Mount Crosby Eastbank Water Treatment Plant is at 850 Mount Crosby Road extending into neighbouring Mount Crosby.

Karana Downs Sewage Treatment Plant is at 69A Nalya Crescent.

== Amenities ==
Karana Downs Shopping Centre is on the corner of Awonga Court, College Road and Tanderra Way.

There is a boat ramp at Caringal Drive into the Brisbane River at Kookaburra Park.

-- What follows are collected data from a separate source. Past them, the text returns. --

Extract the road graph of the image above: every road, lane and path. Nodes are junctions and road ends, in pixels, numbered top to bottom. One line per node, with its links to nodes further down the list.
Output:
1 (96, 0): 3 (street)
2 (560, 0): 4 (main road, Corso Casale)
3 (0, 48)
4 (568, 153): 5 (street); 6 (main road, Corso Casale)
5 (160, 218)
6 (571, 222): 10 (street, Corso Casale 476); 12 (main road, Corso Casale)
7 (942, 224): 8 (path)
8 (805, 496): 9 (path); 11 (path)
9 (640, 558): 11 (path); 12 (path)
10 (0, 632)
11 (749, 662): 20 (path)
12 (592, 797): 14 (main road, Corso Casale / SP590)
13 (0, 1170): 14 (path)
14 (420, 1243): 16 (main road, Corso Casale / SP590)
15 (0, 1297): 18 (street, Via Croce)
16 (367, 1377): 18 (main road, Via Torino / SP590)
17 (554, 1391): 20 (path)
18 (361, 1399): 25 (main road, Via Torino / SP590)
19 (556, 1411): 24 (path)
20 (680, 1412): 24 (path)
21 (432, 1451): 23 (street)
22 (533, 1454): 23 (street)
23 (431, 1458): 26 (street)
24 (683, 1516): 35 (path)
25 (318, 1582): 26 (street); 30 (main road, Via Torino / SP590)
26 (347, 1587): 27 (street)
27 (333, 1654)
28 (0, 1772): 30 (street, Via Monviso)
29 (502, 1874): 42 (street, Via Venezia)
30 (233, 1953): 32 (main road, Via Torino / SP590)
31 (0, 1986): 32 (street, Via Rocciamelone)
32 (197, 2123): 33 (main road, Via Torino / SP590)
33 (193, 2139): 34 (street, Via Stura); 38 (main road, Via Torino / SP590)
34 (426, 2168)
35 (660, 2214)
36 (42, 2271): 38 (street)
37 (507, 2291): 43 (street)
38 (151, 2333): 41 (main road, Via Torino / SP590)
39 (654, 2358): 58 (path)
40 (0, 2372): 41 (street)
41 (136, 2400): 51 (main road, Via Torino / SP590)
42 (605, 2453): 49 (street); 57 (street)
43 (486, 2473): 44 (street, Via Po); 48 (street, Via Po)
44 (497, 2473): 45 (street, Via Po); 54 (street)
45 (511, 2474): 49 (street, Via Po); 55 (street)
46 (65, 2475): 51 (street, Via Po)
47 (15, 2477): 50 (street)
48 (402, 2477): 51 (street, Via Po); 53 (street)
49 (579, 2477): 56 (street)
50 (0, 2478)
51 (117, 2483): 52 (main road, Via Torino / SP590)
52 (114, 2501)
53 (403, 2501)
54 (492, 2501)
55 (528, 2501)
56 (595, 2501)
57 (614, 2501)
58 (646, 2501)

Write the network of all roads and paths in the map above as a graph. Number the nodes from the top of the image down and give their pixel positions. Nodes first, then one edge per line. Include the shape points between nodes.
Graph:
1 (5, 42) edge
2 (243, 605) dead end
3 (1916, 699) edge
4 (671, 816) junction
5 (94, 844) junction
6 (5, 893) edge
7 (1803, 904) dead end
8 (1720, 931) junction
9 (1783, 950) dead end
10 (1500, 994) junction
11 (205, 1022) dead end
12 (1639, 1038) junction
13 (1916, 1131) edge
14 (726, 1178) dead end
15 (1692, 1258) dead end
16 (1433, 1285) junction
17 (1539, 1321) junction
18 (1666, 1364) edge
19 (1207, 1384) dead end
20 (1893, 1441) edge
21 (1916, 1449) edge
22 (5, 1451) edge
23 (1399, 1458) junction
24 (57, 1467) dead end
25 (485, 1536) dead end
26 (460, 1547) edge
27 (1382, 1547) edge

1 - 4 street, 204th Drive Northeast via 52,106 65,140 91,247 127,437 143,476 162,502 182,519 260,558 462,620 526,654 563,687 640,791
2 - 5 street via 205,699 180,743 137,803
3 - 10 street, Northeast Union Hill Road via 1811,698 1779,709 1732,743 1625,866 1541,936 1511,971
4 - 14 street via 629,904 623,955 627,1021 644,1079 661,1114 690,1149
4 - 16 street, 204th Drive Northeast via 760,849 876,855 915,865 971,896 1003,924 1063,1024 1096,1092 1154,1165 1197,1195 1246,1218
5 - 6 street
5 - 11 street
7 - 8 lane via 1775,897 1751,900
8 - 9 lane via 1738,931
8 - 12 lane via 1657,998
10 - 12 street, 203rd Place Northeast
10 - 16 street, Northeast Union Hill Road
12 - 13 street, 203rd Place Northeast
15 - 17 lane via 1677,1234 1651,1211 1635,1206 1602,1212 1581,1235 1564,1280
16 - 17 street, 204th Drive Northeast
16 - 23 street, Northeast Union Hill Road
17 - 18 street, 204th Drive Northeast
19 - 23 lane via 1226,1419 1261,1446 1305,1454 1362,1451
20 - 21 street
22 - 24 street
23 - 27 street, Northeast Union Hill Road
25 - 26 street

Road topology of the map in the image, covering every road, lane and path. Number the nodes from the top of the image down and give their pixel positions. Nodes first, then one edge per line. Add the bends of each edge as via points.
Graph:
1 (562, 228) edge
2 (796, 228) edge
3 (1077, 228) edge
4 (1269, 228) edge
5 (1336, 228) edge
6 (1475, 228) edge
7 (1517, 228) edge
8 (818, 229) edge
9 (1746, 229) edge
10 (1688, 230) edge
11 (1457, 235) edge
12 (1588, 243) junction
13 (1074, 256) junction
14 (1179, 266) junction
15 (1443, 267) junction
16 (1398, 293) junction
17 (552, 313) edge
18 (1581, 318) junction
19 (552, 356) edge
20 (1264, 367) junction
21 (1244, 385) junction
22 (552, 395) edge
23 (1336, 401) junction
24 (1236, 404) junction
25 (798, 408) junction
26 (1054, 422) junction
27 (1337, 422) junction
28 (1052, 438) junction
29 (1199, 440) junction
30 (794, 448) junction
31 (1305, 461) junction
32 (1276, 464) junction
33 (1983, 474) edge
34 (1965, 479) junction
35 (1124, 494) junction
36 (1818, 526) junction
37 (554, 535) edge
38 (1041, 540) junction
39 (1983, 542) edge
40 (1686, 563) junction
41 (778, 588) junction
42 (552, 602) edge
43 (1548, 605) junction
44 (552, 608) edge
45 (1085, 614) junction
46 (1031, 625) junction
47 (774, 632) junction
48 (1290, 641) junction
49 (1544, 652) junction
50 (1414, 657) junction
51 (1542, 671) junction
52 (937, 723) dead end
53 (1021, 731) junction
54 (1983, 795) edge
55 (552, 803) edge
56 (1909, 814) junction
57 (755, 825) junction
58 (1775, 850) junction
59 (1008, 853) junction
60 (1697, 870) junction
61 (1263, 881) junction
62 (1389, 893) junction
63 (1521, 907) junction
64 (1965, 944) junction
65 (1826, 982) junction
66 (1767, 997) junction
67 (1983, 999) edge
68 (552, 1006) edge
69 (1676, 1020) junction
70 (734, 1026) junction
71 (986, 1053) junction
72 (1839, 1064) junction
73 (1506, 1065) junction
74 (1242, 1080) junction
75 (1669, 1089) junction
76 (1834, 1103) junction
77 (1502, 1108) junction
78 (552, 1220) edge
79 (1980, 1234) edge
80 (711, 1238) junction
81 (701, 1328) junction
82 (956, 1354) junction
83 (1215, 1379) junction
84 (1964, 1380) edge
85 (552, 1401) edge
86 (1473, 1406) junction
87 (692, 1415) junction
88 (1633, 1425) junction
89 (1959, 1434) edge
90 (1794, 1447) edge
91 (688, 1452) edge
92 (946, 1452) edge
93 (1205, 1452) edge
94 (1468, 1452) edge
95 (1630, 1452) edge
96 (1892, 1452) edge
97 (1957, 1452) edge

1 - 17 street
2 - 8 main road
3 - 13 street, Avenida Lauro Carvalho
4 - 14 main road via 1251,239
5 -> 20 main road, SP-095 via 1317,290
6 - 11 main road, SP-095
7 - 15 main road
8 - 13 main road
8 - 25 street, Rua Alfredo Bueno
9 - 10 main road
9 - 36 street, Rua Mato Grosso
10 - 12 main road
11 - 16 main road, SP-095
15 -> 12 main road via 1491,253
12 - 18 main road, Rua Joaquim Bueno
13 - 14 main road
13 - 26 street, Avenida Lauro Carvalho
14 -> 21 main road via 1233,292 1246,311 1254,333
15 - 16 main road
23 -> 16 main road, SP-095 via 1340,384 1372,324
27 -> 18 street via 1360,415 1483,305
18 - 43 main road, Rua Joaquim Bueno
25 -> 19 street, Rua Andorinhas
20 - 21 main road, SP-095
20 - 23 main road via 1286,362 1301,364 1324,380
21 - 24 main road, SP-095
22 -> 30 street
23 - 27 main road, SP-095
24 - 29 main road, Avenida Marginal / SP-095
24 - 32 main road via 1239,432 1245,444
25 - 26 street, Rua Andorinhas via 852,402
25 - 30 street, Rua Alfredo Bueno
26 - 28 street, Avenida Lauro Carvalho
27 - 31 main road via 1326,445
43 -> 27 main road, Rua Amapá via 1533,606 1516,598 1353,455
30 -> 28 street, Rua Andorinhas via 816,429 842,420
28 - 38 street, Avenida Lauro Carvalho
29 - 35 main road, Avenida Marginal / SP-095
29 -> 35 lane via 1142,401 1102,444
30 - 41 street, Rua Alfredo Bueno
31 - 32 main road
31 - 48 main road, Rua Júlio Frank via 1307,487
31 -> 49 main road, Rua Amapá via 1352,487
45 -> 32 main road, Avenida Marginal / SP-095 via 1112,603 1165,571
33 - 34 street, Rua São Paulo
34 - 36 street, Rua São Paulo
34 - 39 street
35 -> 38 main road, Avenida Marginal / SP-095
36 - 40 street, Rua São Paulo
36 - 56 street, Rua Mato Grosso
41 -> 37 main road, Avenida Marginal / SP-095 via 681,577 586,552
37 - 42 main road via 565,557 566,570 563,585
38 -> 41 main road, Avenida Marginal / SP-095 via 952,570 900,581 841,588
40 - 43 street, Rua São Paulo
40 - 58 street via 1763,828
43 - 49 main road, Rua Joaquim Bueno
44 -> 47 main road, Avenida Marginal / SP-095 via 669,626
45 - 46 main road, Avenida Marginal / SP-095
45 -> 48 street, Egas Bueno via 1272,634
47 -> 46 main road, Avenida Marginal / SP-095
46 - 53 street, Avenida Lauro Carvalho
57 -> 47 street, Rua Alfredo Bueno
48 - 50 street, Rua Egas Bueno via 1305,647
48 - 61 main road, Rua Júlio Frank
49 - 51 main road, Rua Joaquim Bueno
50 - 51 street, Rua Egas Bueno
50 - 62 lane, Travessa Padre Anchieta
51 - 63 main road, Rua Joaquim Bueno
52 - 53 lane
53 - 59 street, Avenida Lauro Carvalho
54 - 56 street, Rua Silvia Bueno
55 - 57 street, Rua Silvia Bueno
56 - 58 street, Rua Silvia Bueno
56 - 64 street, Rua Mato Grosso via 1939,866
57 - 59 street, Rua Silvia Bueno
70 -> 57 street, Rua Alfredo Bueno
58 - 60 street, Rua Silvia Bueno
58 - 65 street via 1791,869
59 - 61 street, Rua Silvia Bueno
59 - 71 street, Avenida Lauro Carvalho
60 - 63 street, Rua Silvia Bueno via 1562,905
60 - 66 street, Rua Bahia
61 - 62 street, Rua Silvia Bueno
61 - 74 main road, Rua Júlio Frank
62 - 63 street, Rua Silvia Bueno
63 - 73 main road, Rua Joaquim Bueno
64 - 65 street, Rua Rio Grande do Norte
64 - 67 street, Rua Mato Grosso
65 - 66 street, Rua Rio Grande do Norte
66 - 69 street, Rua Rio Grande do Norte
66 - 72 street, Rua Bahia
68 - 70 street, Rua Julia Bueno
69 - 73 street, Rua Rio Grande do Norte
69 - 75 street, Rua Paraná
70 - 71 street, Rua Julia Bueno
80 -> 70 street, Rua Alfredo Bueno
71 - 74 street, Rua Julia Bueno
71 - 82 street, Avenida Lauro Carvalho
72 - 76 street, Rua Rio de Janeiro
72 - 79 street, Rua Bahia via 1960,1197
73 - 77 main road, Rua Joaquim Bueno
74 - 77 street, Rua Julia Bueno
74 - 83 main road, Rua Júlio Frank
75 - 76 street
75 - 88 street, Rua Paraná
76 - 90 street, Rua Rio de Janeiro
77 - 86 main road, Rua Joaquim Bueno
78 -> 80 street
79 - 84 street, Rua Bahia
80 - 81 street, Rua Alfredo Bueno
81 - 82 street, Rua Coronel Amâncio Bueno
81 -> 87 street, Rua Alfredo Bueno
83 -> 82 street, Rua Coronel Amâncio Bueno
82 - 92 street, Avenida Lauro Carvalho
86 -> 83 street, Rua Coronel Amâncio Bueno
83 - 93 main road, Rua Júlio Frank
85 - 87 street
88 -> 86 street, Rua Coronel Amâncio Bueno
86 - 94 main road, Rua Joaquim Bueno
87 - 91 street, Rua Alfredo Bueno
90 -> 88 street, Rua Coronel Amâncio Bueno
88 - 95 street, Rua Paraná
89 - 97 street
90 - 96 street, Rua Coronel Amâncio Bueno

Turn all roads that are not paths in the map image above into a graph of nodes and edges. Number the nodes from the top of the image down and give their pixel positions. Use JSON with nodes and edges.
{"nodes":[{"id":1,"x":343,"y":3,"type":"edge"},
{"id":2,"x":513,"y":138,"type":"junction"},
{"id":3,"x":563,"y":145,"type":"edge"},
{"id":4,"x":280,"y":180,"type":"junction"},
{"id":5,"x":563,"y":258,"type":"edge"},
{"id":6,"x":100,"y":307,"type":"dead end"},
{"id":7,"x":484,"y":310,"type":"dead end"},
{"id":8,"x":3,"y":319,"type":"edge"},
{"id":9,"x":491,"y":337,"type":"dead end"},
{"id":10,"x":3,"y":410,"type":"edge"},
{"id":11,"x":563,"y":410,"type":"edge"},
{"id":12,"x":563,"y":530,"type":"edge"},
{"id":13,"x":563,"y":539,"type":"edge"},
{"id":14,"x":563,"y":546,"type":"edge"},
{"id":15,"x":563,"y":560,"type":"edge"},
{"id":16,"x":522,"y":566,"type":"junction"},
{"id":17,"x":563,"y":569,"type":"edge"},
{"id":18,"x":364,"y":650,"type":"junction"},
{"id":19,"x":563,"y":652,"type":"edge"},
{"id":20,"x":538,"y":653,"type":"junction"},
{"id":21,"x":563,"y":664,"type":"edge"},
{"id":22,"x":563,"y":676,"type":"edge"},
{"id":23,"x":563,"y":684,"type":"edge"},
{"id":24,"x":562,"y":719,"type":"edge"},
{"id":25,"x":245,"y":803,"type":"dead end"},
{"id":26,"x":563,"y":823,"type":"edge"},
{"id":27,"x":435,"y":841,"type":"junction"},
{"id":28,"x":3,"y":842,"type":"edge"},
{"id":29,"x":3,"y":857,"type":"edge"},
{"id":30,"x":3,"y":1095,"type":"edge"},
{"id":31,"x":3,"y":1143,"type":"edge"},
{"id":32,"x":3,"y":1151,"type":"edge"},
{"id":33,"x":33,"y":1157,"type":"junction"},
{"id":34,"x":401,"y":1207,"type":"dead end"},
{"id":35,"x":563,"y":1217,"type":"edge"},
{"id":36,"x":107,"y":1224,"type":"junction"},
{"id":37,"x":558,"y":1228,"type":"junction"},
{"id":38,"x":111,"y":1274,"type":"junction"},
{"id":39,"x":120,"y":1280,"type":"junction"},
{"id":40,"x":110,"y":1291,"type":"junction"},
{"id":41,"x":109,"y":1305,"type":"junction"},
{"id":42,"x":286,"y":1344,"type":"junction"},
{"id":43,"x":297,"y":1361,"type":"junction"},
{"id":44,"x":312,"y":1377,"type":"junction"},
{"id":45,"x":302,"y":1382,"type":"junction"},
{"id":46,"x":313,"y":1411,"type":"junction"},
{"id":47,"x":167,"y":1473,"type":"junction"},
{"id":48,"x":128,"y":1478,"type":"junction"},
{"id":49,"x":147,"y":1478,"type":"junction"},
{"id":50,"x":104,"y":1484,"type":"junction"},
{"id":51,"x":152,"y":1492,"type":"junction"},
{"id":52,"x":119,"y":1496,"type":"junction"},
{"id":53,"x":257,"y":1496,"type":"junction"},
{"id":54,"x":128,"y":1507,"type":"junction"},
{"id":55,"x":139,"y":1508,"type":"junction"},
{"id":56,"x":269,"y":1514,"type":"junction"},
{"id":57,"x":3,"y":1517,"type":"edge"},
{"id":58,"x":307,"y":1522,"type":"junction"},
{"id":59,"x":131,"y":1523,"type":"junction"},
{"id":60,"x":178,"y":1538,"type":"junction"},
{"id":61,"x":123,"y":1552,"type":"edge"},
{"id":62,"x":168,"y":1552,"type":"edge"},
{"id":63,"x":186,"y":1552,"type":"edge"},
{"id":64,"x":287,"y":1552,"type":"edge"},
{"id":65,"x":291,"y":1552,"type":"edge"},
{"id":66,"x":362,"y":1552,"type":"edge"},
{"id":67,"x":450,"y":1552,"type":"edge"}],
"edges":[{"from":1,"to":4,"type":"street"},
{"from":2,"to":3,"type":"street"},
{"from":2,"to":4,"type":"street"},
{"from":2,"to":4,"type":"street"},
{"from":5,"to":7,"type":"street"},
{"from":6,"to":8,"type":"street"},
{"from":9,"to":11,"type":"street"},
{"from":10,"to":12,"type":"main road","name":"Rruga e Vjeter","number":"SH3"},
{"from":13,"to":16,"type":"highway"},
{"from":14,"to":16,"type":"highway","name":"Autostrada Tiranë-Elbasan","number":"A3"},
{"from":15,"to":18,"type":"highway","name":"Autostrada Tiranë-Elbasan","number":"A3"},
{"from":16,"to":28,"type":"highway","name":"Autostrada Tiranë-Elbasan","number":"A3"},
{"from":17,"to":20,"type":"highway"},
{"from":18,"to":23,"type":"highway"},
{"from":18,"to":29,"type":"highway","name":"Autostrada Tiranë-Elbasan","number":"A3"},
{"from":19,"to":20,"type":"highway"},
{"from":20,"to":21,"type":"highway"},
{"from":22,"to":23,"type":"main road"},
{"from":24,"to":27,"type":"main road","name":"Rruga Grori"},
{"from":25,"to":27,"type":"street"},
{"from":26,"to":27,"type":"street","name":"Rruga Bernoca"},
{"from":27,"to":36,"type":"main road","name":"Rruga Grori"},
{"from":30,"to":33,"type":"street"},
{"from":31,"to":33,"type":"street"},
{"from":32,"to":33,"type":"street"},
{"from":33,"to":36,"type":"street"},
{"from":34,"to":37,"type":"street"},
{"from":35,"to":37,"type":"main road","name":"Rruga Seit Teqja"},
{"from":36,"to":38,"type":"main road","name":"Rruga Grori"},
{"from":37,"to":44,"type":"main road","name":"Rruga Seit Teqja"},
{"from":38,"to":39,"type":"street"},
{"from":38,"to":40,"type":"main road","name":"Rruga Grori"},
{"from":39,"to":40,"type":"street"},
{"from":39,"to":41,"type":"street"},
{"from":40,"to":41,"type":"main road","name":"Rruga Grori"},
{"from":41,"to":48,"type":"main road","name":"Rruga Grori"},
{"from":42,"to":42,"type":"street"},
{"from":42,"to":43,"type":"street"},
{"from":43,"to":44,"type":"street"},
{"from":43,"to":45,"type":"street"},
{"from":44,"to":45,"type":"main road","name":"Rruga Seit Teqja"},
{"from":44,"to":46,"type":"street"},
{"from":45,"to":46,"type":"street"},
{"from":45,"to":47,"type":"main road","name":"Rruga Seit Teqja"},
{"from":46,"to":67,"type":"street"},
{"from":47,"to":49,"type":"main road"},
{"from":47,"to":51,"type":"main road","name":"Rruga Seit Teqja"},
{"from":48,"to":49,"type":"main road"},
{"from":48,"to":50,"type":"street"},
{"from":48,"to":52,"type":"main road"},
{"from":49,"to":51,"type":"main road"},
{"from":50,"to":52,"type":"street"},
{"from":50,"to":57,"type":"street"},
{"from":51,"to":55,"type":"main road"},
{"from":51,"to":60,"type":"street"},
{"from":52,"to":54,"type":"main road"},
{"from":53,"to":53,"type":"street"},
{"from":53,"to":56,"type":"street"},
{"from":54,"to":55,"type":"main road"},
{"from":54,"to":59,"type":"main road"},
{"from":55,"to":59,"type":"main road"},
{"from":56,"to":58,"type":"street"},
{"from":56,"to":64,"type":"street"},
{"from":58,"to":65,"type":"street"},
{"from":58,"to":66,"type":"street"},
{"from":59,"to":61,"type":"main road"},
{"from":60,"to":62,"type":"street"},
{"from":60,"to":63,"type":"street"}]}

The Karana Downs Country Club has an 18-hole golf course, which formed part of the original plans for the Karana Downs development. In 2011, there were plans to redevelop the golf course into a medium density residential area; these plans were rejected by Brisbane City Council on 27 October 2011. An appeal to the Planning and Environmental Court by the developer was lodged but withdrawn in August 2012.

=== Parks ===
There are a number of parks in the area:

- Atkinson Drive Reserve
- Burrun Park
- College Road Park
- Dumburbu Park
- Emungerie Grove Reserve
- Heritage Park
- Illawong Reserve
- Kookaburra Park
- Kupi Park
- Lions Nature Trail Park
- Murri Park
Kookaburra Park is a large park on the bank of the Brisbane River. Prior to the 2010–11 Queensland floods, it included a boat ramp, children's play area, amphitheatre, fishing platform, and off-leash dog area. Virtually the entire park was destroyed by flood-waters in 2011; it has since been reopened with reduced facilities.

== Public transport ==
Due to insufficient population density, according to the Transport Minister and Department, the suburb generally lacks public transport however, in late 2006, a taxi van with a capacity of 10 people, started ferrying people every 20 minutes from 6:30 am to 9:00 am from Karana Downs, and nearby Mount Crosby and Anstead, to Bellbowrie, where commuters can link up with TransLink bus route 444.